Compilation time for 11 packages required for OSM Scout Server took 25 minutes on cloud.drone.io including release upload to Github
Drone.io is a nice public build service for smaller SailfishOS applications if there are not too many dependencies that needs to be build. If so you will end up in YAML hell and have to face build timeouts if not parallelized massively. On the other hand Drone.io is as simple as it can be to have CI/CD in place for your SailfishOS applications. For building a Linux distribution and a lot of dependant RPMs it is not.

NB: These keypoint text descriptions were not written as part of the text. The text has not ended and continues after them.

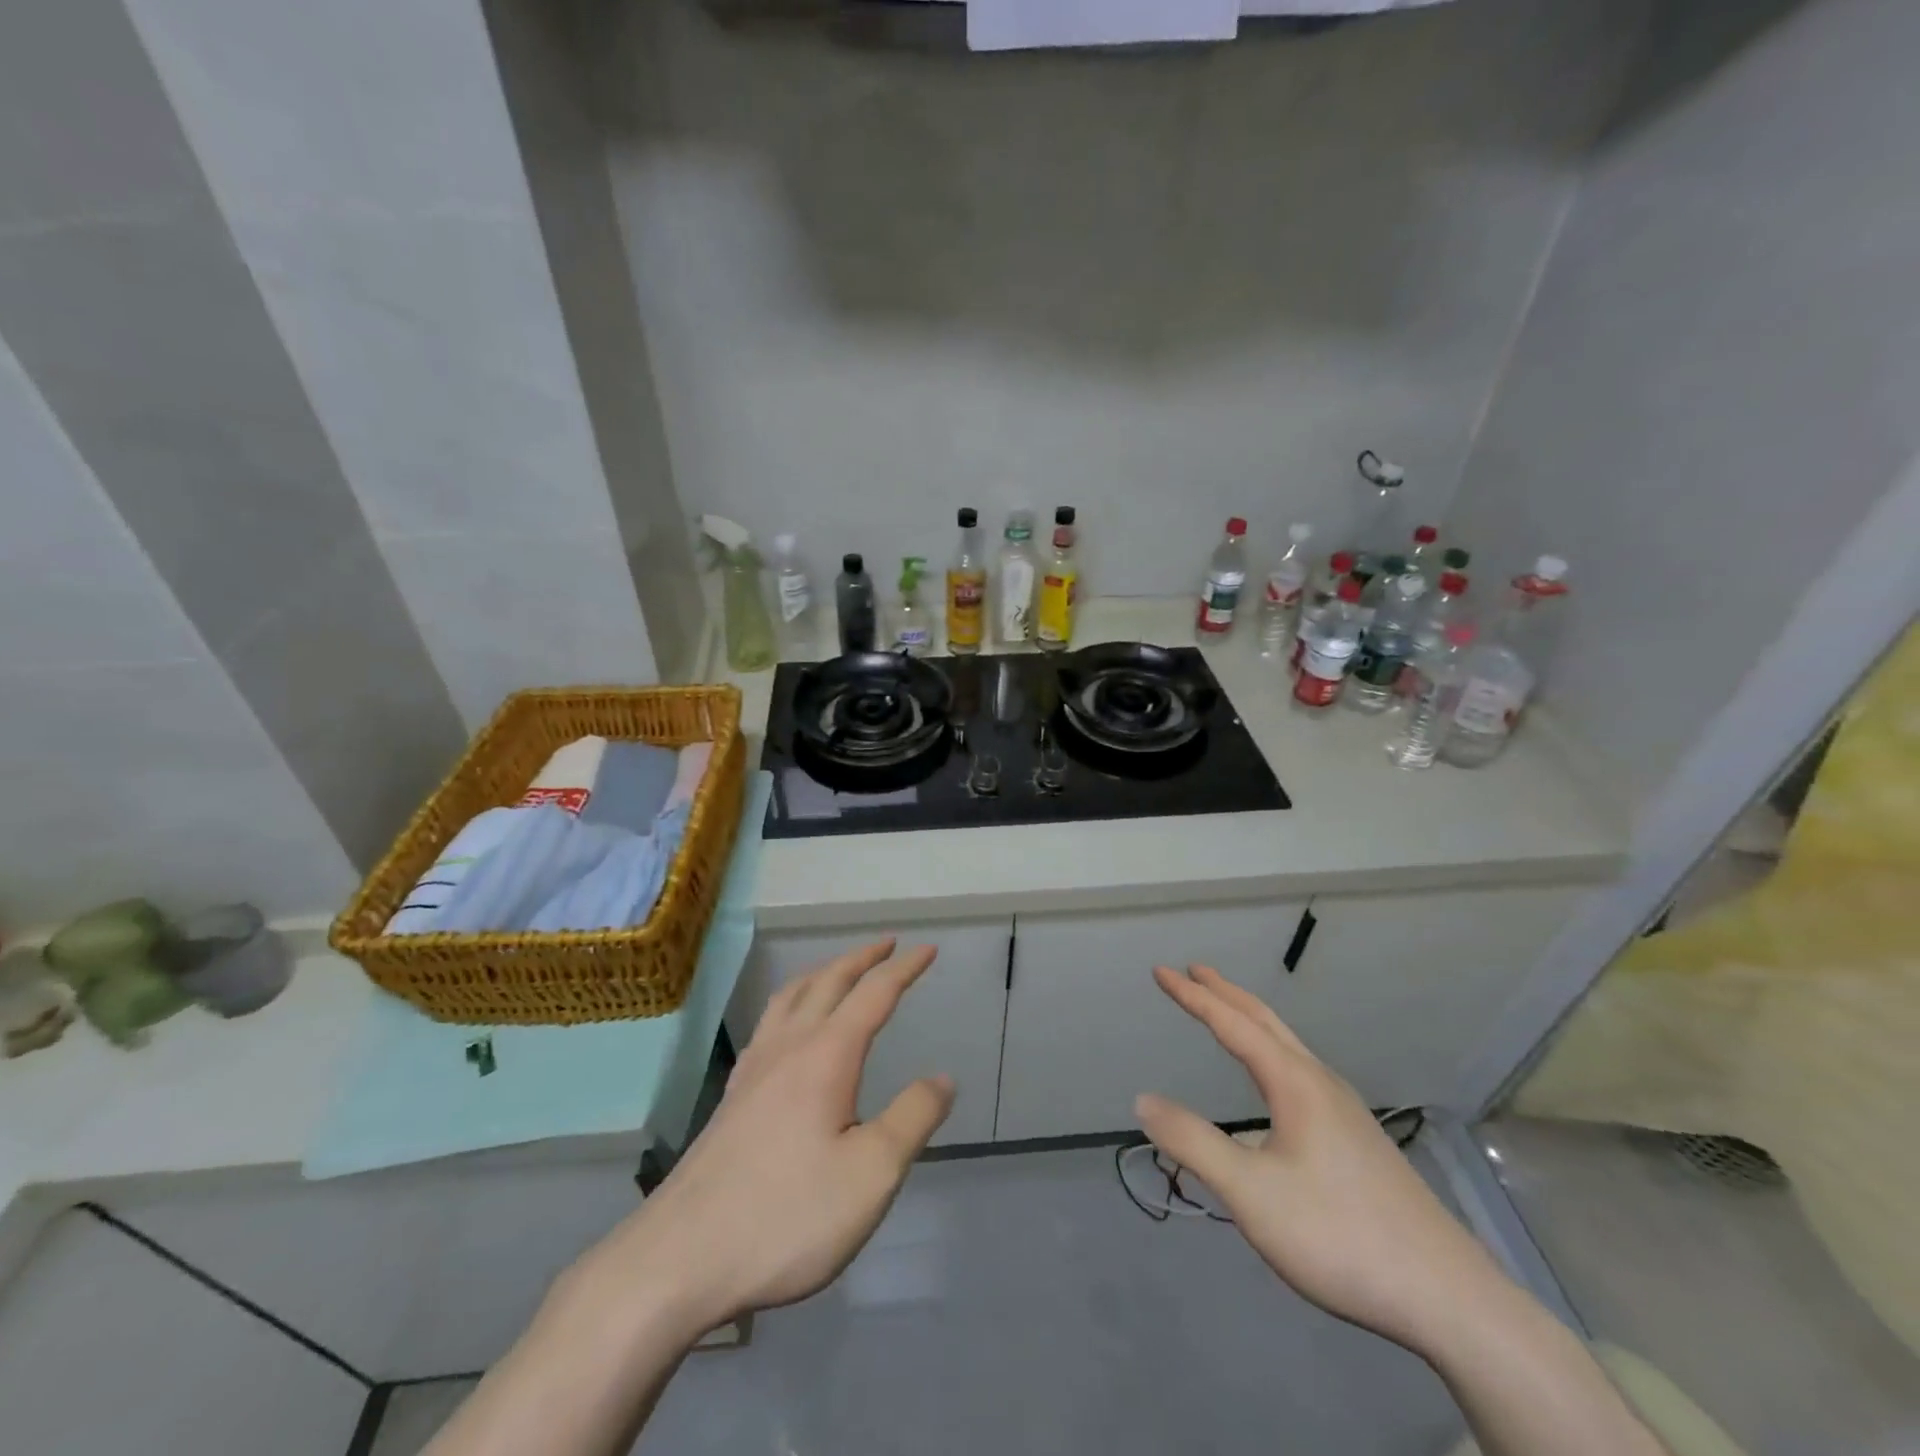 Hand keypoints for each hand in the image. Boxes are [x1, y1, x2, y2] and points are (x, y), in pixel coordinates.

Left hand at [581, 939, 953, 1338]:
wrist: (681, 1257)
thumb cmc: (788, 1215)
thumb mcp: (871, 1174)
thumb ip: (913, 1118)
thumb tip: (943, 1078)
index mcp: (826, 1055)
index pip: (874, 994)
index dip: (904, 969)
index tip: (928, 949)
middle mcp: (788, 1047)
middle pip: (828, 982)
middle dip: (862, 958)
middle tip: (888, 943)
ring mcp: (754, 1069)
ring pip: (790, 996)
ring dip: (822, 973)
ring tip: (839, 970)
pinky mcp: (732, 1096)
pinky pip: (768, 1023)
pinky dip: (791, 1002)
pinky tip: (789, 1027)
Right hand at [1136, 965, 1515, 1356]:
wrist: (1448, 1299)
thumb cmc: (1340, 1236)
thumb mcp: (1251, 1194)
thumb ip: (1194, 1143)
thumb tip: (1143, 1100)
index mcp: (1295, 1084)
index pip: (1233, 1024)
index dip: (1193, 997)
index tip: (1161, 971)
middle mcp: (1321, 1084)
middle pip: (1266, 1022)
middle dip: (1226, 993)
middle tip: (1194, 970)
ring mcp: (1345, 1112)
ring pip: (1288, 1047)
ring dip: (1251, 1021)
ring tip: (1226, 1015)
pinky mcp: (1358, 1141)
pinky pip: (1301, 1072)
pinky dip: (1271, 1052)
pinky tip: (1273, 1087)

So, if I understand correctly, you have to hand-craft sequence by which the compilation is done for each of the projects if you want to use that CI service? Something that has been done for you when you use OBS. And, as you demonstrate, it is far from trivial in the case of OSM Scout Server. Similar problem will occur with the ports and anything complicated that we would like to build from SFOS.
That’s it. There are a lot of bolts and nuts missing when it comes to dependency solving and RPM repository deployment. Simply there is no tool on the market to my best knowledge that converts RPM SPEC files with accessing public RPM repositories to analyse dependencies (which packages are already found in repository and can be skipped from building, needs to be build or are missing) and convert everything into a big .drone.yaml pipeline keeping things highly parallelized using some dependency graph magic.
In an ideal world you would simply put your SPECs into a build dir, launch Drone.IO converter that uses the public Jolla repos, checks available packages against SPEC and knows what packages needs to be installed or if missing eventually build from a different SPEC file. In the end everything is uploaded into a cache repo so zippy can use its own package resolving logic instead of manually installing the missing RPMs like I did in the POC.
But wait! Isn’t there a thing called OBS for that?
Another funny fact about rebuilding qmapboxgl using the OBS SPEC file (alas slightly modified to clone the Github repository and branch into sfos) is that OBS build is much smaller than Docker-based build:
4.7 MB
[nemo@Sailfish lib]$ ls libqmap* -lah
-rwxr-xr-x 1 root root 4.7M Jun 7 23:00 libqmapboxgl.so
[nemo@Sailfish lib]$
We got a lot of good insights from community in the forum on how OBS is used and why it is important. We’ve considered this input while doing our roadmaps, and will try to improve for example the SDK.
The plan is not yet ready to be shared, but we will be sharing it well in advance before doing major changes in public infra. I expect for the next couple of months the OBS will run as usual and any changes would be announced well in advance.
Please remember to consider the common: and native-common: repos used for community ports. Id like to suggest that it could decrease the maintenance burden if the server was a replication (without repos) of whatever version of OBS is used internally.
@veskuh, thank you very much for the update. With the adoption of aarch64 and running OBS for few more months, do you plan to fix OBS aarch64 targets? As it is, we cannot build software for 4.0.1.x targeting aarch64 nor use OBS for porting to that arch. Which is pity, as if there are more developers working on this adoption, we could help out ironing issues and move faster forward.
If we are going to keep community OBS running for longer time then obviously we do need to use time to make some necessary updates. Need for aarch64 -support is noted, but there is likely some extra effort compared to just keeping OBS setup running. I think our planning is starting to take some shape and that we can open them up for community comments in near future.